In today’s spoiler-filled landscape, virtually impossible to watch a new movie without already knowing what to expect. Huge twists are often spoiled as soon as a new film hits theaters, or even before, via a too-revealing trailer. But to read anything about The Wasp, a grim psychological thriller starring Naomie Harris and Natalie Dormer, before seeing it would do it a disservice. (Seriously, if you’re interested in seeing The Wasp, stop reading this review now and come back once you’ve watched the movie. I’ll wait.)

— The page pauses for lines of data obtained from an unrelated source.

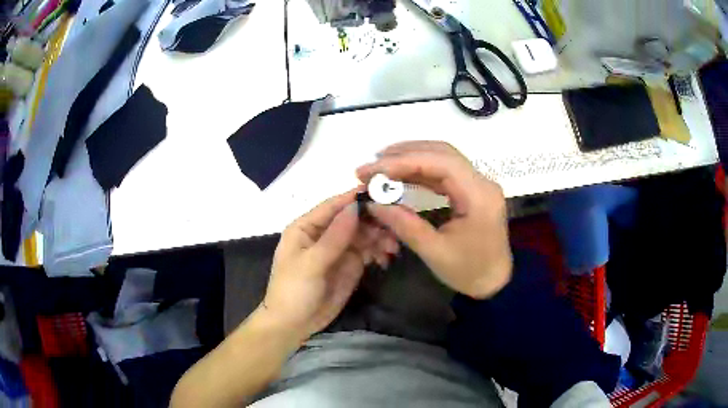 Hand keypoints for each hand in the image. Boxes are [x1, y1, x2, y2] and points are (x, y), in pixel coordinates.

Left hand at [259, 189, 398, 342]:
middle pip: (352, 218)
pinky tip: (386, 259)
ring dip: (380, 237)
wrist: (294, 325)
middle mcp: (324, 233)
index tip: (381, 193)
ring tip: (392, 248)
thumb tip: (355, 207)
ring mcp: (339, 249)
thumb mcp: (311, 264)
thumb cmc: (293, 291)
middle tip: (395, 228)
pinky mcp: (350, 265)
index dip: (354, 198)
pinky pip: (368, 251)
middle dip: (373, 221)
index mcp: (306, 227)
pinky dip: (379, 251)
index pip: (333, 206)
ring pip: (364, 234)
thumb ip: (334, 237)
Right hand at [357, 141, 511, 298]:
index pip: (441, 163)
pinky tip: (401, 174)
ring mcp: (478, 184)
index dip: (404, 161)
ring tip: (381, 165)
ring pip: (443, 158)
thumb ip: (404, 225)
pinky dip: (420, 170)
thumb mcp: (434, 252)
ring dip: (411, 158)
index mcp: (479, 196)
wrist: (495, 281)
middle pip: (442, 153)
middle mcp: (482, 182)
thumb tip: (373, 204)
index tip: (373, 170)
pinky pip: (444, 171)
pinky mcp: (472, 190)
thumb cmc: (469, 271)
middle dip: (405, 154)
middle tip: (373, 162)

All you need to know upfront about the Guillem Morales-directed thriller is that Naomie Harris stars as Heather, a desperately unhappy housewife who reconnects with a former schoolmate, Carla (Natalie Dormer), after not seeing her for decades. But it’s more than just a school reunion — Heather has some darker, possibly illegal, plans in mind that she needs Carla’s help with. But that’s just the beginning of this disturbing chamber drama, which takes you on a surprisingly twisty narrative that gets more shocking with each turn.
Playwright Morgan Lloyd Malcolm pens the script based on her own 2015 play of the same name, which lends to the small, contained feeling of The Wasp — most of it takes place within one living room. But the film’s limited locations don’t detract from the unbearable tension that penetrates every frame.

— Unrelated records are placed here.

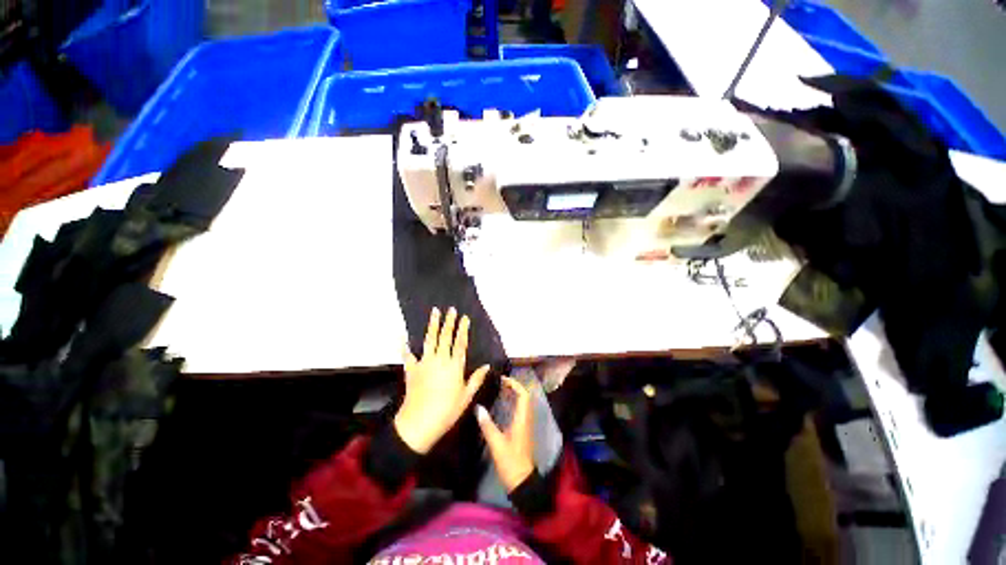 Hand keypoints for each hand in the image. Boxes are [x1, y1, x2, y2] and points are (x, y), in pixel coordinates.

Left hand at [394, 307, 489, 453]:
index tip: (464, 318)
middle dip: (448, 322)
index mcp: (454, 366)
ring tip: (434, 312)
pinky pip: (408, 356)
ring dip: (432, 325)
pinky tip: (403, 338)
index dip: (463, 329)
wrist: (419, 423)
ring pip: (429, 340)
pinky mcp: (412, 370)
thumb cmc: (447, 411)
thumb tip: (487, 366)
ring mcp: (424, 363)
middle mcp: (440, 360)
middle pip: (445, 336)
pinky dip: (405, 347)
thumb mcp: (466, 397)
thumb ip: (476, 379)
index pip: (460, 343)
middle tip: (450, 309)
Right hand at [476, 377, 535, 492]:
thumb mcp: (496, 444)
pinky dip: (513, 404)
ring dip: (514, 394)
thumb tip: (478, 407)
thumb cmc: (510, 462)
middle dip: (514, 387)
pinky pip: (520, 411)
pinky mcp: (523, 431)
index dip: (515, 384)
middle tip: (499, 383)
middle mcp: (526, 419)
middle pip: (524, 397)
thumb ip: (487, 425)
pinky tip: (502, 406)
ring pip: (523, 404)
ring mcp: (526, 425)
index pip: (523, 395)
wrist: (522, 481)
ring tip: (500, 389)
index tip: (502, 379)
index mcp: (522, 419)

Morales, whose work in Spanish thrillers like the Guillermo del Toro-produced Julia's Eyes gives him a keen understanding of the visual language of psychological horror, digs into the crumbling psyche of Heather with just a few key details: her sterile, white home; her blandly cruel husband (Dominic Allburn) who either ignores her or verbally abuses her; and the unseen wasp’s nest in her kitchen whose buzzing is driving her slowly insane.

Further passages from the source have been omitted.